A Portland woman fights to focus Americans’ attention on her native Ethiopia

BY DON LIEBER , Willamette Week Online

Lulit MesfinOn June 11, 38 prominent opposition leaders in Ethiopia were found guilty of multiple capital crimes, including treason and “outrages against the constitution.”The developments were the latest outrage in Africa’s third most populous nation. Since contested elections in May 2005 resulted in surprisingly strong showings by opposition parties, hundreds of opposition political leaders, students, lawyers and others have been killed or arrested.

The most recent convictions and the overall human-rights crackdown since the 2005 elections have been condemned by worldwide human-rights groups (Reporters without Borders recently ranked Ethiopia second worst on the African continent for press freedoms behind Eritrea). But that’s been largely overshadowed in major U.S. media more focused on Ethiopia’s military intervention in Somalia against the Islamic Union of Courts—with U.S. military support.
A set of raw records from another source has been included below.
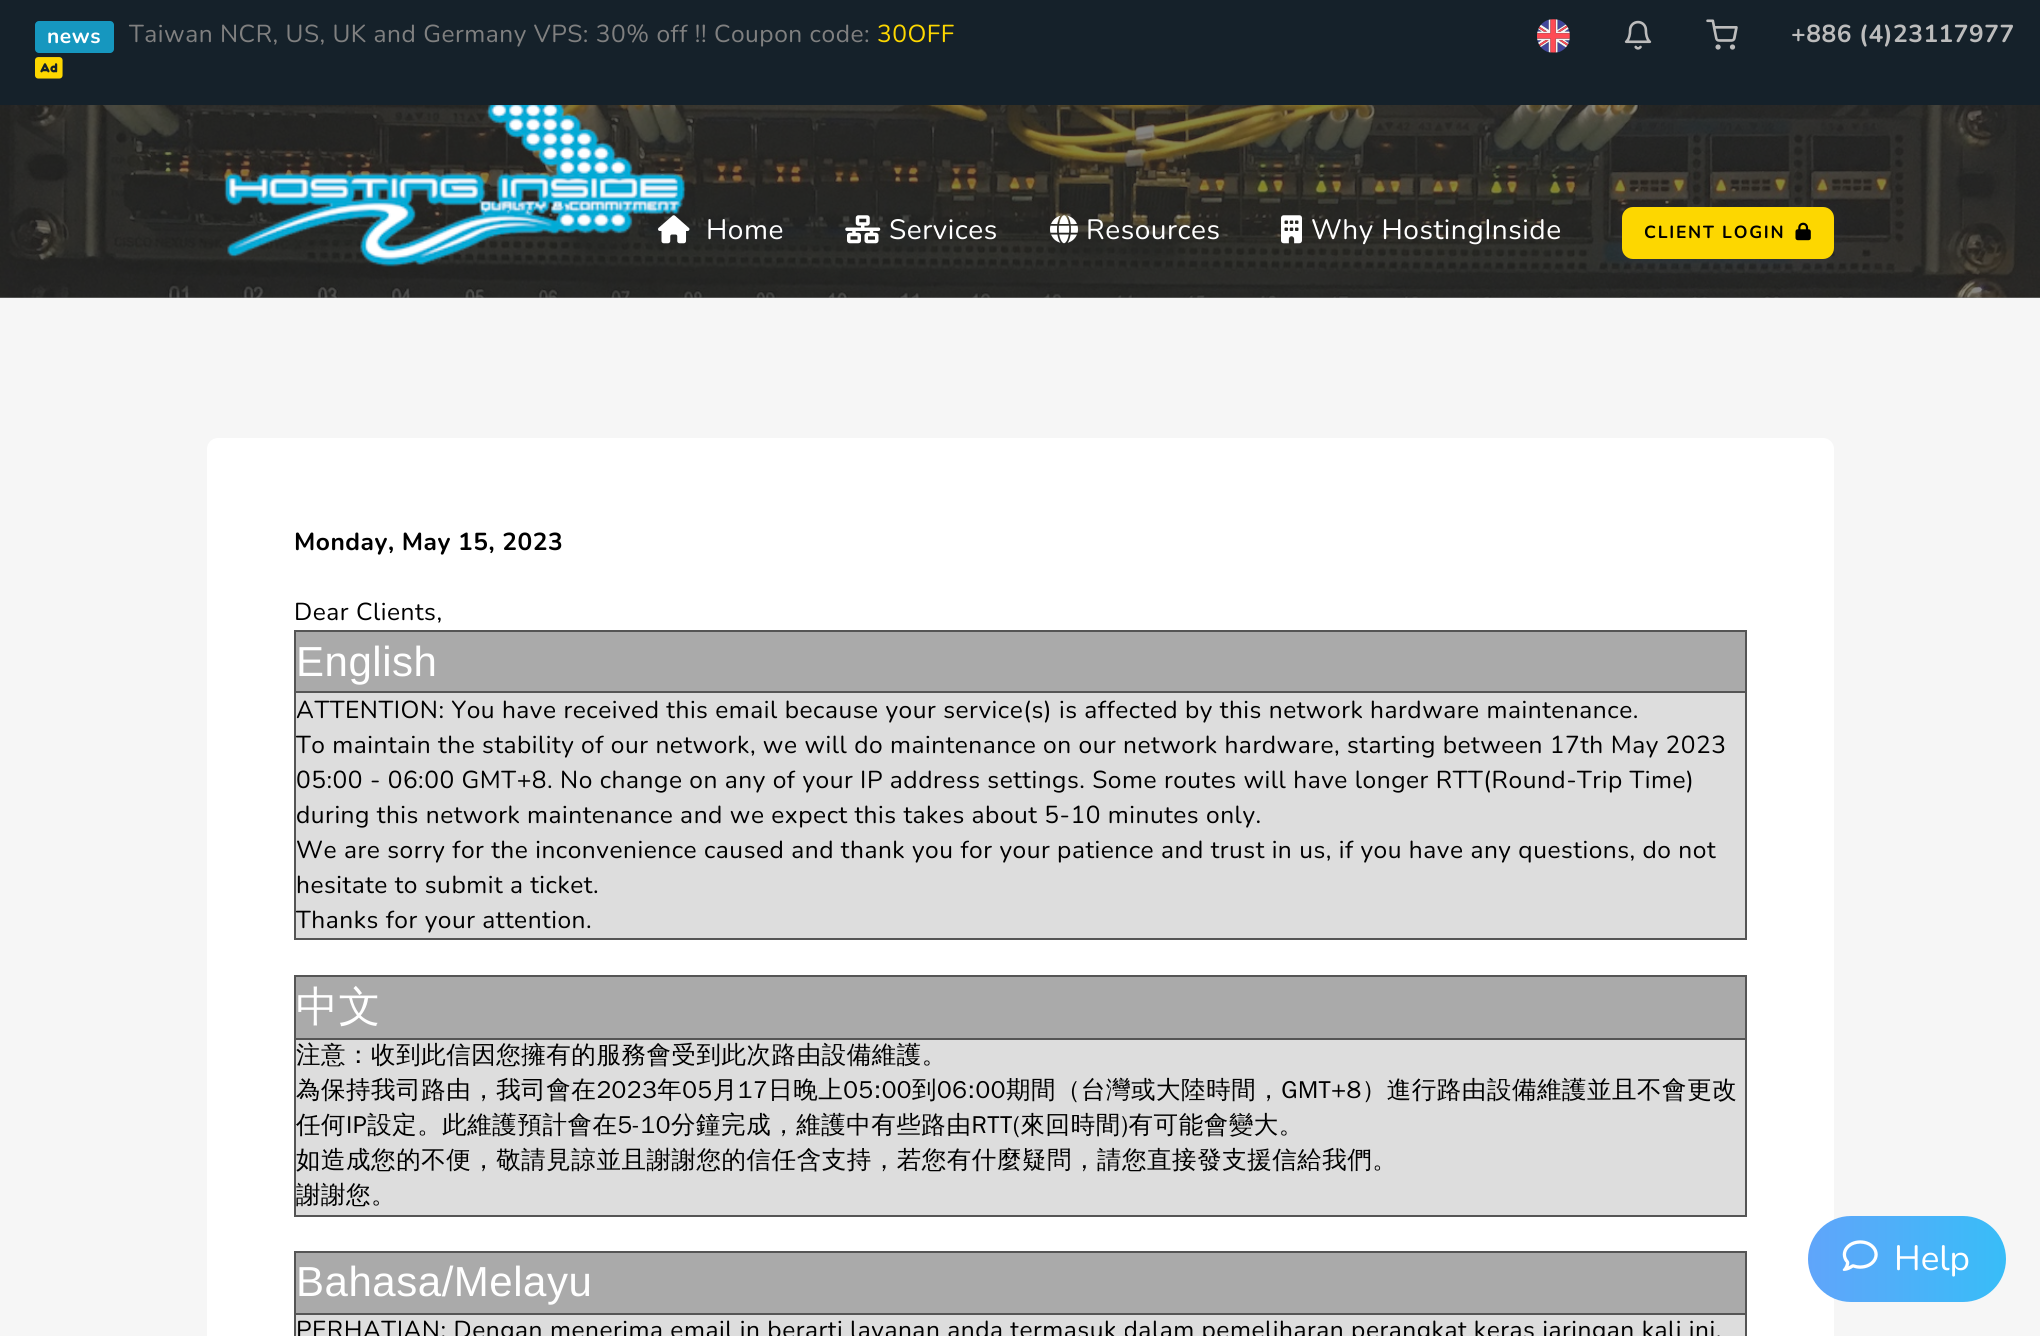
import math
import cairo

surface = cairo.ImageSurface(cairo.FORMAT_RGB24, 2040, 1336)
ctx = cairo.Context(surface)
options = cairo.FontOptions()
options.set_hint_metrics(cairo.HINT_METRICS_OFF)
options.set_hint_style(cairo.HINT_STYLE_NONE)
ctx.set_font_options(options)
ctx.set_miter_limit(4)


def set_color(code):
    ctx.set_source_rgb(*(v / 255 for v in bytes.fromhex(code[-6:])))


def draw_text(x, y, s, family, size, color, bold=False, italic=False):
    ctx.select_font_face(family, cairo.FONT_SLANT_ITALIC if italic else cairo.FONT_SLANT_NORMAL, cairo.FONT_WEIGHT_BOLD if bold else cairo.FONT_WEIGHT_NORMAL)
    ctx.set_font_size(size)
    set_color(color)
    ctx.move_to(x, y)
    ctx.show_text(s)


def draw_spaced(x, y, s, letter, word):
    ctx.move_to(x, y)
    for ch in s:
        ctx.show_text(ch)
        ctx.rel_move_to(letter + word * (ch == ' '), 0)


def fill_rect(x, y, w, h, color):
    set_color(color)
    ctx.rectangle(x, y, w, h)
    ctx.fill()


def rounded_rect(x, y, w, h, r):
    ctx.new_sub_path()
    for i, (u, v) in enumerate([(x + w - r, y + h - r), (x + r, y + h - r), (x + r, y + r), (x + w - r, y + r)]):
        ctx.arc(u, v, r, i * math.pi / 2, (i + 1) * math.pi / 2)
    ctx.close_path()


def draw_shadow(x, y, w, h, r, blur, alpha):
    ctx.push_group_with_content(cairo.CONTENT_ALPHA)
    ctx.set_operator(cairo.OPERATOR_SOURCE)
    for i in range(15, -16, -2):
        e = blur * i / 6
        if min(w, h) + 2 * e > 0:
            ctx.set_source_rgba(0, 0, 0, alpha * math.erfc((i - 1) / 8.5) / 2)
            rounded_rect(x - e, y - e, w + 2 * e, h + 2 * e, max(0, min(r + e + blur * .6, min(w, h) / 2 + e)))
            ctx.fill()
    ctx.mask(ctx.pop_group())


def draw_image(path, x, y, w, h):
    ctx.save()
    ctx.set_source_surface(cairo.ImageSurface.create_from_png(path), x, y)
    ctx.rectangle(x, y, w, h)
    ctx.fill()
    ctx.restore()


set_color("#f6f6f6")
ctx.paint()
fill_rect(0, 297, 2040, 1, "#818181")
fill_rect(0, 0, 2040, 105, "#15212a")
set_color("#1697bf")
rounded_rect(35, 21, 79, 32, 4)
ctx.fill()
ctx.select_font_face("Nunito", cairo.FONT_SLANT_NORMAL, cairo.FONT_WEIGHT_BOLD)
ctx.set_font_size(21)
set_color("#ffffff")
draw_spaced(47, 43, "news", 0.53, 0)
ctx.select_font_face("Nunito")
ctx.set_font_size(24.5)
set_color("#808080")
draw_spaced(129, 42, "Taiwan NCR, US, UK and Germany VPS: 30% off !! Coupon code:", 0.53, 0)
set_color("#fdd700")
draw_spaced(877, 42, "30OFF", 0.53, 0)
draw_image("assets/img1.png", 35, 57, 28, 22)
draw_image("assets/img2.png", 1537, 19, 33, 34)
draw_image("assets/img3.png", 1624, 20, 28, 30)
draw_image("assets/img4.png", 1706, 19, 32, 31)
ctx.select_font_face("Nunito", cairo.FONT_SLANT_NORMAL, cairo.FONT_WEIGHT_BOLD)
set_color("#bcbcbc")
draw_spaced(1791, 42, "+886 (4)23117977", 0.53, 0)
draw_image("assets/img5.png", 0, 105, 2040, 193)
draw_image("assets/img7.png", 658, 215, 32, 29)
draw_image("assets/img6.png", 224, 105, 462, 162)
ctx.select_font_face("Nunito")
ctx.set_font_size(28)
set_color("#ffffff")
draw_spaced(706, 239, "Home", 0.53, 0)
draw_image("assets/img8.png", 845, 215, 36, 29)
draw_spaced(889, 239, "Services", 0.53, 0)
draw_image("assets/img9.png", 1050, 215, 28, 29)
draw_spaced(1086, 239, "Resources", 0.53, 0)
draw_image("assets/img10.png", 1281, 215, 21, 29)
draw_spaced(1311, 239, "Why HostingInside", 0.53, 0)
set_color("#3e3e4f")
draw_shadow(1622, 210, 212, 53, 11, 7, 0.23)
set_color("#fdd700")
rounded_rect(1622, 207, 212, 52, 11)
ctx.fill()
ctx.select_font_face("Nunito", cairo.FONT_SLANT_NORMAL, cairo.FONT_WEIGHT_BOLD)
ctx.set_font_size(17.5)
set_color("#000000")
draw_spaced(1644, 238, "CLIENT LOGIN", 1.75, 0)
draw_image("assets/img11.png", 1795, 222, 16, 19)
set_color("#ffffff")
rounded_rect(207, 438, 1627, 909, 11)
ctx.fill()
ctx.set_font_size(24.5)
set_color("#000000")
draw_spaced(294, 550, "Monday, May 15, 2023", 0.53, 0)
ctx.select_font_face("Nunito")
draw_spaced(294, 620, "Dear Clients,", 0.53, 0)
fill_rect(296, 632, 1449, 59, "#aaaaaa")
fill_rect(294, 630, 1453, 2, "#555555")
fill_rect(1745, 630, 2, 310, "#555555")
fill_rect(294, 938, 1453, 2, "#555555")
fill_rect(294, 630, 2, 310, "#555555")
ctx.select_font_face("Liberation Sans")
ctx.set_font_size(42)
set_color("#ffffff")
draw_spaced(296, 676, "English", 0.53, 0)
fill_rect(296, 693, 1449, 245, "#dddddd")
fill_rect(294, 691, 1453, 2, "#555555")
ctx.select_font_face("Nunito")
ctx.set_font_size(24.5)
set_color("#000000")
draw_spaced(296, 718, "ATTENTION: You have received this email because your service(s) is affected by this network hardware maintenance.", 0.53, 0)
draw_spaced(296, 753, "To maintain the stability of our network, we will do maintenance on our network hardware, starting between 17th May 2023", 0.53, 0)
draw_spaced(296, 788, "05:00 - 06:00 GMT+8. No change on any of your IP address settings. Some routes will have longer RTT(Round-Trip Time)", 0.53, 0)
draw_spaced(296, 823, "during this network maintenance and we expect this takes about 5-10 minutes only.", 0.53, 0)
draw_spaced(296, 858, "We are sorry for the inconvenience caused and thank you for your patience and trust in us, if you have any questions, do not", 0.53, 0)
draw_spaced(296, 893, "hesitate to submit a ticket.", 0.53, 0)
draw_spaced(296, 928, "Thanks for your attention.", 0.53, 0)
fill_rect(296, 977, 1449, 61, "#aaaaaa")
fill_rect(294, 975, 1453, 2, "#555555")
fill_rect(1745, 975, 2, 241, "#555555")
fill_rect(294, 1215, 1453, 2, "#555555")
fill_rect(294, 975, 2, 241, "#555555")
ctx.select_font_face("WenQuanYi Zen Hei Medium")
ctx.set_font_size(42)
set_color("#ffffff")
draw_spaced(296, 1021, "中文", 0.53, 0)
fill_rect(296, 1040, 1449, 175, "#dddddd")
fill_rect(294, 1038, 1453, 2, "#555555")
ctx.set_font_size(24.5)
set_color("#000000")
draw_spaced(296, 1063, "注意：收到此信因您擁有的服務會受到此次路由設備維護。", 0.53, 0)
draw_spaced(296, 1098, "為保持我司路由，我司會在2023年05月17日晚上05:00到06:00期間（台灣或大陸時間，GMT+8）進行路由設備維護並且不會更改", 0.53, 0)
draw_spaced(296, 1133, "任何IP設定。此維護預計會在5-10分鐘完成，維護中有些路由RTT(來回時間)有可能會變大。", 0.53, 0)
draw_spaced(296, 1168, "如造成您的不便，敬請見諒並且謝謝您的信任含支持，若您有什麼疑問，請您直接發支援信給我們。", 0.53, 0)
draw_spaced(296, 1203, "謝謝您。", 0.53, 0)
fill_rect(296, 1253, 1449, 60, "#aaaaaa")
fill_rect(294, 1251, 1453, 2, "#555555")
fill_rect(1745, 1251, 2, 85, "#555555")
fill_rect(294, 1251, 2, 85, "#555555")
ctx.select_font_face("Liberation Sans")
ctx.set_font_size(42)
set_color("#ffffff")
draw_spaced(296, 1296, "Bahasa/Melayu", 0.53, 0)
fill_rect(296, 1315, 1449, 21, "#dddddd")
fill_rect(294, 1313, 1453, 2, "#555555")
ctx.select_font_face("Nunito")
ctx.set_font_size(24.5)
set_color("#000000")
draw_spaced(296, 1338, "PERHATIAN: Dengan menerima email in berarti layanan anda termasuk dalam pemeliharan perangkat keras jaringan kali ini.", 0.53, 0)
gradient = cairo.LinearGradient(1808, 1259, 2006, 1259)
gradient.add_color_stop_rgba(0, 0.376, 0.647, 0.98, 1)
gradient.add_color_stop_rgba(1, 0.22, 0.741, 0.973, 1)
ctx.set_source(gradient)
rounded_rect(1808, 1216, 198, 86, 43)
ctx.fill()
draw_image("assets/img12.png", 1842, 1240, 36, 31)
draw_text(1894, 1270, "Help", "Nunito", 35, "#ffffff")
surface.write_to_png("output.png")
More than 8,500 miles away in Portland, 54-year-old Lulit Mesfin is among the leaders in the fight in America to free the prisoners in her native country and sanction the Ethiopian regime for its abuses. In recent weeks, she has made some headway.

Mesfin, who came to America in 1972 to study in Los Angeles, is secretary of the 10-member Ethiopian-American Council of Portland. She is one of the leading Ethiopian-American activists fighting for democratic rule in her home country of 77 million people.

Days after the June 11 convictions, Mesfin successfully lobbied U.S. Reps. David Wu and Earl Blumenauer (both D-Ore.) to be among the half-dozen co-sponsors of HR 2003. The resolution calls for the release of the political prisoners, conditions U.S. foreign policy on Ethiopia to improvements in human rights, and directly sanctions human-rights abusers there.

Mesfin’s influence is also felt in Salem. Earlier this month, Oregon Gov. Ted Kulongoski signed off on a similar Ethiopia-human rights resolution passed by the House and Senate. Mesfin testified at two hearings on “Joint Memorial 3,” saying of the resolution, “If President Bush considers democracy is good for Iraq, Afghanistan, Georgia and Ukraine, it ought to be good for Ethiopia as well.”

Oregon becomes the second state along with Massachusetts to pass Ethiopia-related human-rights resolutions.

Although the actions of the Oregon Legislature or even the U.S. Congress may not mean anything to Ethiopia’s leaders, Mesfin says it’s important to agitate for such actions because it “gives hope to Ethiopian citizens and shows the [Zenawi] government that people are watching.”

And it certainly gives hope to Hiwot Nega, an Ethiopian living in New York, that at least somebody in the United States is paying attention. Her brother, Dr. Berhanu Nega, one of the most popular opposition leaders in Ethiopia, was elected mayor of the nation’s capital city, Addis Ababa, in 2005—and among those subsequently arrested en masse.

He is one of the 38 who now face a possible death sentence.

“My family, here and those inside Ethiopia, is indebted to Lulit for her work,” Nega says. “We hope it leads to a more free society—it only can come from people like Lulit.”